_WORK TO COMPLETE_
Copy all the lines of the data that include the word "Niamien".

_INFORMATION PROVIDED_
########################################

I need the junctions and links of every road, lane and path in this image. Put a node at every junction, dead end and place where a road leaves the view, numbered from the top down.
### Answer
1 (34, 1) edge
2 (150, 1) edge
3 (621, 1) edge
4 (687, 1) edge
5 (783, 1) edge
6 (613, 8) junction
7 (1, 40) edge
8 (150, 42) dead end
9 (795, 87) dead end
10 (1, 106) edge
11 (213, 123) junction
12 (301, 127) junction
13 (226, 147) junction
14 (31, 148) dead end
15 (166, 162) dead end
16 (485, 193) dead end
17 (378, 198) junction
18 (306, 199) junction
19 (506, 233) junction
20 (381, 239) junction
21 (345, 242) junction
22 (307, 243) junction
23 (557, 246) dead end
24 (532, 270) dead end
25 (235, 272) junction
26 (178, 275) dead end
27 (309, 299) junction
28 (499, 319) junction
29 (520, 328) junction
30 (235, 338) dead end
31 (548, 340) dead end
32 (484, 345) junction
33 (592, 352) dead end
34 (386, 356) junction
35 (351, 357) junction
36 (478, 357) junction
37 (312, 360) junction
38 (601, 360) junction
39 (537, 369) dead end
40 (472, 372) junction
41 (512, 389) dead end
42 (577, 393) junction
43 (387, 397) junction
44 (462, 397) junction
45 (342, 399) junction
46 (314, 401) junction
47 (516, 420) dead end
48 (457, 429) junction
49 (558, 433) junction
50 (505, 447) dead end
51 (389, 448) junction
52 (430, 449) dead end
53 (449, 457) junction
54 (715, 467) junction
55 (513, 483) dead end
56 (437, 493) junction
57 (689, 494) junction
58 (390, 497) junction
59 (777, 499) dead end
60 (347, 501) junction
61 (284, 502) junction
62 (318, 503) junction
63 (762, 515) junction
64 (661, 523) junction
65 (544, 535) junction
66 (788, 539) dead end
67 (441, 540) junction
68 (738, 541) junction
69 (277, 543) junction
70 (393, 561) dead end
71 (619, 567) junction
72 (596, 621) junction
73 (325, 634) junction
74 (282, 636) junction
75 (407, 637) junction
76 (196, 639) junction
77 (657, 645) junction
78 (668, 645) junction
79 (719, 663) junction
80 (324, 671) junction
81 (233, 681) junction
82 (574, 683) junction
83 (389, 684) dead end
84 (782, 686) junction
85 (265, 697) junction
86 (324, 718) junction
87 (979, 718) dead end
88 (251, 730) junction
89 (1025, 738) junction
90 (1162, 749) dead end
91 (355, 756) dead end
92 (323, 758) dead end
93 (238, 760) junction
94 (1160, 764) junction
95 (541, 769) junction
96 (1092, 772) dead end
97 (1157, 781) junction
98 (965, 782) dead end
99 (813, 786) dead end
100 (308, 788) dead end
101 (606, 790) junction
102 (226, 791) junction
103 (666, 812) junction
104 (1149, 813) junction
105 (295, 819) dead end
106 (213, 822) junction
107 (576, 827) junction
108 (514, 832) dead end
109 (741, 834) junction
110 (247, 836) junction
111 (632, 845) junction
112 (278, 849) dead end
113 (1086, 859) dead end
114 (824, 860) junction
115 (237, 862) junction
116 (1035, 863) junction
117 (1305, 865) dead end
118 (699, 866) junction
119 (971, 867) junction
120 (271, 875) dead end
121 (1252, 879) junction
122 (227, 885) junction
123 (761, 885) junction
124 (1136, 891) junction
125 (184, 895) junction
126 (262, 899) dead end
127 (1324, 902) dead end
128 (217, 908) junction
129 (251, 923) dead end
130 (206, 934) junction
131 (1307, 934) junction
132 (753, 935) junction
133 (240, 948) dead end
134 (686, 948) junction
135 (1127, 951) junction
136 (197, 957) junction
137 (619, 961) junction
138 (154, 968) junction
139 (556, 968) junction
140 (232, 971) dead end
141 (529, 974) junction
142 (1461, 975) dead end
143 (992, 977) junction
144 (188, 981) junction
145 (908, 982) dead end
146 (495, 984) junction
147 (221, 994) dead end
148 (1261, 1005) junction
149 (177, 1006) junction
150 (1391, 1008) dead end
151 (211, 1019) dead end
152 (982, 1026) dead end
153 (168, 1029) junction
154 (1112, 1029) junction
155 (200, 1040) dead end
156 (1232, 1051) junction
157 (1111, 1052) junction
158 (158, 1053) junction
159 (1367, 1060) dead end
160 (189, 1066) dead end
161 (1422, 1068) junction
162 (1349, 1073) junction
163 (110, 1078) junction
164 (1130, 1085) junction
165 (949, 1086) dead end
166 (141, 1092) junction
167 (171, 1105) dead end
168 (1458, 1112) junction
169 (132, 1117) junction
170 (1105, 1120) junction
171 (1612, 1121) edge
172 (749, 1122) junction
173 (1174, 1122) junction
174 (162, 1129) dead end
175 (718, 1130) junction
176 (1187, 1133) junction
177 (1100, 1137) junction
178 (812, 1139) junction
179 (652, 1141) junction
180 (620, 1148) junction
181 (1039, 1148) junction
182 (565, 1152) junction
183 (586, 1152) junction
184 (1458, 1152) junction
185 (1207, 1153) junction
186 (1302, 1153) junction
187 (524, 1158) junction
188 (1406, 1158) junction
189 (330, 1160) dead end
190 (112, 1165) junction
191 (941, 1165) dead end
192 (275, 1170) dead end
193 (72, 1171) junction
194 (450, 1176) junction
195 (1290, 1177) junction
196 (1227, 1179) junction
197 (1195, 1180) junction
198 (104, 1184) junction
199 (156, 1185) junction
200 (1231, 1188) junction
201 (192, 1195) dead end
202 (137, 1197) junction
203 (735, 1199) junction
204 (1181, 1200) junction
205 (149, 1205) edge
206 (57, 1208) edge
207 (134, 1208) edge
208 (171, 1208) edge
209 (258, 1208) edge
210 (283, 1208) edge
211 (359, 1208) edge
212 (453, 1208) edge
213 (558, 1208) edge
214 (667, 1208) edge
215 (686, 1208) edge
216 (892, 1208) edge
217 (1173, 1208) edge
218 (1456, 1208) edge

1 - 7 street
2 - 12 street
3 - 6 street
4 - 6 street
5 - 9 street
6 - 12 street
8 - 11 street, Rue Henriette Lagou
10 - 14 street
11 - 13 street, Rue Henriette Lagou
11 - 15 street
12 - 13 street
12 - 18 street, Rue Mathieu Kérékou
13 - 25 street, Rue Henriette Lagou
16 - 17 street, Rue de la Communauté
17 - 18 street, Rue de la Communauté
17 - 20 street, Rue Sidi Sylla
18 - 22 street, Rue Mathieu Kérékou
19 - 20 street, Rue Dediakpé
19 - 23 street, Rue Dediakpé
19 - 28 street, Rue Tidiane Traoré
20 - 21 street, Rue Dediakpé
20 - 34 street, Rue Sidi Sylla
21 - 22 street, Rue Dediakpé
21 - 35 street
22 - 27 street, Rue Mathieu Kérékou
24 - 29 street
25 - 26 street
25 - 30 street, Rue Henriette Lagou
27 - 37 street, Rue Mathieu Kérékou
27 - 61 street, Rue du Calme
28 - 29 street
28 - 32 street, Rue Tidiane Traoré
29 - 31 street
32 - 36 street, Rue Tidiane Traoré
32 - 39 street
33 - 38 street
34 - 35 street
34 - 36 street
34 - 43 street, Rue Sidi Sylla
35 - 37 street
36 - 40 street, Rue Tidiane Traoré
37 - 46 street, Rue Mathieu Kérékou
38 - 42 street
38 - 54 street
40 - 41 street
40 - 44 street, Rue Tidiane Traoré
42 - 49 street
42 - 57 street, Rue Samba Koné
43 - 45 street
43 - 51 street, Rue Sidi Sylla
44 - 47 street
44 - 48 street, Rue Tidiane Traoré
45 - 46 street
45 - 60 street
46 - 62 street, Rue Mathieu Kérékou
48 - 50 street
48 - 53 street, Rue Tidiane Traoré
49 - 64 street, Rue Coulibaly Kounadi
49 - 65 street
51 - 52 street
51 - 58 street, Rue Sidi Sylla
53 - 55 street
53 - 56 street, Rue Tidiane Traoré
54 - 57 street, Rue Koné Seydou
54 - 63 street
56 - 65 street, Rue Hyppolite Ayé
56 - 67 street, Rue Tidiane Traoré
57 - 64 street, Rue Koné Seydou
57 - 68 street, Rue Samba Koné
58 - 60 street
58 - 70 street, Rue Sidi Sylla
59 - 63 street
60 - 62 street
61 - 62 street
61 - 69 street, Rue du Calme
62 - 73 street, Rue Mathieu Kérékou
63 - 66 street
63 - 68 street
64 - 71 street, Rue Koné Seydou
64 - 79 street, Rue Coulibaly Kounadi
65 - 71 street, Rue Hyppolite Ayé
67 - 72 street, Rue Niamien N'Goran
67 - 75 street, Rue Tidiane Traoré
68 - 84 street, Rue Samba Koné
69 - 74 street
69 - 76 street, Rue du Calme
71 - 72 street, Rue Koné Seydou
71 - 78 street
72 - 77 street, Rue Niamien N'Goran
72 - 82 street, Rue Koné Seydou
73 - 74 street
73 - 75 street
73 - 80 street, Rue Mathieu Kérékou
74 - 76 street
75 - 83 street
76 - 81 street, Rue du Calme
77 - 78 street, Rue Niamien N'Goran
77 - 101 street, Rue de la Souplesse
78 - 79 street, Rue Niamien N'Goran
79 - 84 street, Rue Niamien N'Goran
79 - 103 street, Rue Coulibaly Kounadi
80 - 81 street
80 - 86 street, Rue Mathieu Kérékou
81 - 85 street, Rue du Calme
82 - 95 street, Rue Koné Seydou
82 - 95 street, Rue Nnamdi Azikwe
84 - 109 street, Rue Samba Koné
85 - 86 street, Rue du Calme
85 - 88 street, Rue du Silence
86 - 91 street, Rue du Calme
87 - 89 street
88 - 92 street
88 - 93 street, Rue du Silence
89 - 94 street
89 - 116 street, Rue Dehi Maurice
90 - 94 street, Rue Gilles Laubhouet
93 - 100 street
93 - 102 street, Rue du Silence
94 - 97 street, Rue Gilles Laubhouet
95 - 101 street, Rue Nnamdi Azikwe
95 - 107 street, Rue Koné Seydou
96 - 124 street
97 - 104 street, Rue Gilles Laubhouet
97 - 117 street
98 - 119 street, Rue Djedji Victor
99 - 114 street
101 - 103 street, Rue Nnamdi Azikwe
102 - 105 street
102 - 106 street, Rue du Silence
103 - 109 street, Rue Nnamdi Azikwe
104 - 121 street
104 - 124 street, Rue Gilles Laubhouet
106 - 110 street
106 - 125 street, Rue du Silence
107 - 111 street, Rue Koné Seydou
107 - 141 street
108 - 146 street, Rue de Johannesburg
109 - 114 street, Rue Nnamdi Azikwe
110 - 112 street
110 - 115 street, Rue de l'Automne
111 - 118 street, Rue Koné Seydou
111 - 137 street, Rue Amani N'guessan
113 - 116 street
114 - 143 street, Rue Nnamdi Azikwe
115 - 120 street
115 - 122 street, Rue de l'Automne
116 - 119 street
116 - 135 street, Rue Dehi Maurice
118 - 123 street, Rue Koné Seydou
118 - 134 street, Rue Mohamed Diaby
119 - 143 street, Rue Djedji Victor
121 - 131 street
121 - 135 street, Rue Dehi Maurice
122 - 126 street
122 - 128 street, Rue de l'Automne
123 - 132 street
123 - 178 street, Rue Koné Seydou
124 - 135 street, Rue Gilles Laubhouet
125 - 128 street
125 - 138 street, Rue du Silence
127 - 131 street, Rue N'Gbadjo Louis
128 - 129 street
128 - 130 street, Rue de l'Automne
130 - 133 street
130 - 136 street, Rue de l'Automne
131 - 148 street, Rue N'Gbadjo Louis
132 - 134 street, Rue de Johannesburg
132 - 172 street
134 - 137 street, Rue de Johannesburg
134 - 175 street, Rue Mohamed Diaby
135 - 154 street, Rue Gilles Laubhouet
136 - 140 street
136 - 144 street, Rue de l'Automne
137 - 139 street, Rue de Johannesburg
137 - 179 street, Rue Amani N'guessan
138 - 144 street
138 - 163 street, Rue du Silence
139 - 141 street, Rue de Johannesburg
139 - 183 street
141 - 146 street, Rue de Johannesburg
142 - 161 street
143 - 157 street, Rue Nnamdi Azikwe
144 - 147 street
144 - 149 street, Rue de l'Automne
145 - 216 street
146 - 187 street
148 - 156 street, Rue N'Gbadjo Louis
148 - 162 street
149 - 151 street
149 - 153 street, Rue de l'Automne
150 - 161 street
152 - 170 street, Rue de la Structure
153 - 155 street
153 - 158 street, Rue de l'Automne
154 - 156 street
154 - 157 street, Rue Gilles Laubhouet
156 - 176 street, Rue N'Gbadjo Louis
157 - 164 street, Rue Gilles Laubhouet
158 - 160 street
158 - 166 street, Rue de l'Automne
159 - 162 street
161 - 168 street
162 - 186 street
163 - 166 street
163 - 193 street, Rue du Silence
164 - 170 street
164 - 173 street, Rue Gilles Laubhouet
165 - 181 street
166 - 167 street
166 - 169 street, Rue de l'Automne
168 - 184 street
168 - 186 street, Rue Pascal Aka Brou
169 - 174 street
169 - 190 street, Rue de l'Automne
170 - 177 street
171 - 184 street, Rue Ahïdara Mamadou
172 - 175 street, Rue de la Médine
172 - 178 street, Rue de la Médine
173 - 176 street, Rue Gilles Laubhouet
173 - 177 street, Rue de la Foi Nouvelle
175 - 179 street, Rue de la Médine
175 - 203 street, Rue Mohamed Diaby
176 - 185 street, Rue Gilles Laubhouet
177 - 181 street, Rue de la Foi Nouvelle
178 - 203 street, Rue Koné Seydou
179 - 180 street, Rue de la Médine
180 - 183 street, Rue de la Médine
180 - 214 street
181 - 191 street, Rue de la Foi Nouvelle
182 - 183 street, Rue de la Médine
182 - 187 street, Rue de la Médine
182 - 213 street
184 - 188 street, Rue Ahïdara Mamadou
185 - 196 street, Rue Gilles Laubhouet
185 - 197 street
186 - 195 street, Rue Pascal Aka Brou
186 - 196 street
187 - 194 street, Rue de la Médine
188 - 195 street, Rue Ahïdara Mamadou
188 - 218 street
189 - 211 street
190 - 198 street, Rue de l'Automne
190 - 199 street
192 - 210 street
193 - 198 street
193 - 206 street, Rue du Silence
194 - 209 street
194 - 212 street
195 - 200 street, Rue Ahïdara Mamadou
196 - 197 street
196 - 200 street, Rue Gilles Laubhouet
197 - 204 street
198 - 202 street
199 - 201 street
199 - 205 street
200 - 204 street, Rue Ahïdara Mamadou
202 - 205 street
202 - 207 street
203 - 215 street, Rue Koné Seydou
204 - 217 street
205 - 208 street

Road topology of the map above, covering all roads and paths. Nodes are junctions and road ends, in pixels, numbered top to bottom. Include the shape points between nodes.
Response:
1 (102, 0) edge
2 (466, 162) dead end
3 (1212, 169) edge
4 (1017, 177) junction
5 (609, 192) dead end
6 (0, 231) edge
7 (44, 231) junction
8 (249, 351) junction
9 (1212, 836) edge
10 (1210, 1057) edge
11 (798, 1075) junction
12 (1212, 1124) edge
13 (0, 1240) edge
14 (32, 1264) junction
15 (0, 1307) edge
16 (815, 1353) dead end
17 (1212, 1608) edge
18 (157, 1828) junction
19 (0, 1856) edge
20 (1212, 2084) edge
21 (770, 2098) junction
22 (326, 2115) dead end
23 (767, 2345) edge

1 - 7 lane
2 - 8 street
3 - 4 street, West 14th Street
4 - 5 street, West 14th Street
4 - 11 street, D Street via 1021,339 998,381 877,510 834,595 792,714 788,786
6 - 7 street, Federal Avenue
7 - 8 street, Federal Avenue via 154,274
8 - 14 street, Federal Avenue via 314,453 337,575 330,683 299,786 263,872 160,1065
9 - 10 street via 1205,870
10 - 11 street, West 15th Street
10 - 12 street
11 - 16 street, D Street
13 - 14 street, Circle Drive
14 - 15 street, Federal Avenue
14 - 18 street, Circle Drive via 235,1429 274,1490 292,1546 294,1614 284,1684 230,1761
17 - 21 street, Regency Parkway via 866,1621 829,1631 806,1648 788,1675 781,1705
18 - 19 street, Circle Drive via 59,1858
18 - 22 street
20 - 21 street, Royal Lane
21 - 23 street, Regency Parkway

########################################

_WRITTEN ANSWER_
67 - 72 street, Rue Niamien N'Goran
72 - 77 street, Rue Niamien N'Goran
77 - 78 street, Rue Niamien N'Goran
78 - 79 street, Rue Niamien N'Goran
79 - 84 street, Rue Niamien N'Goran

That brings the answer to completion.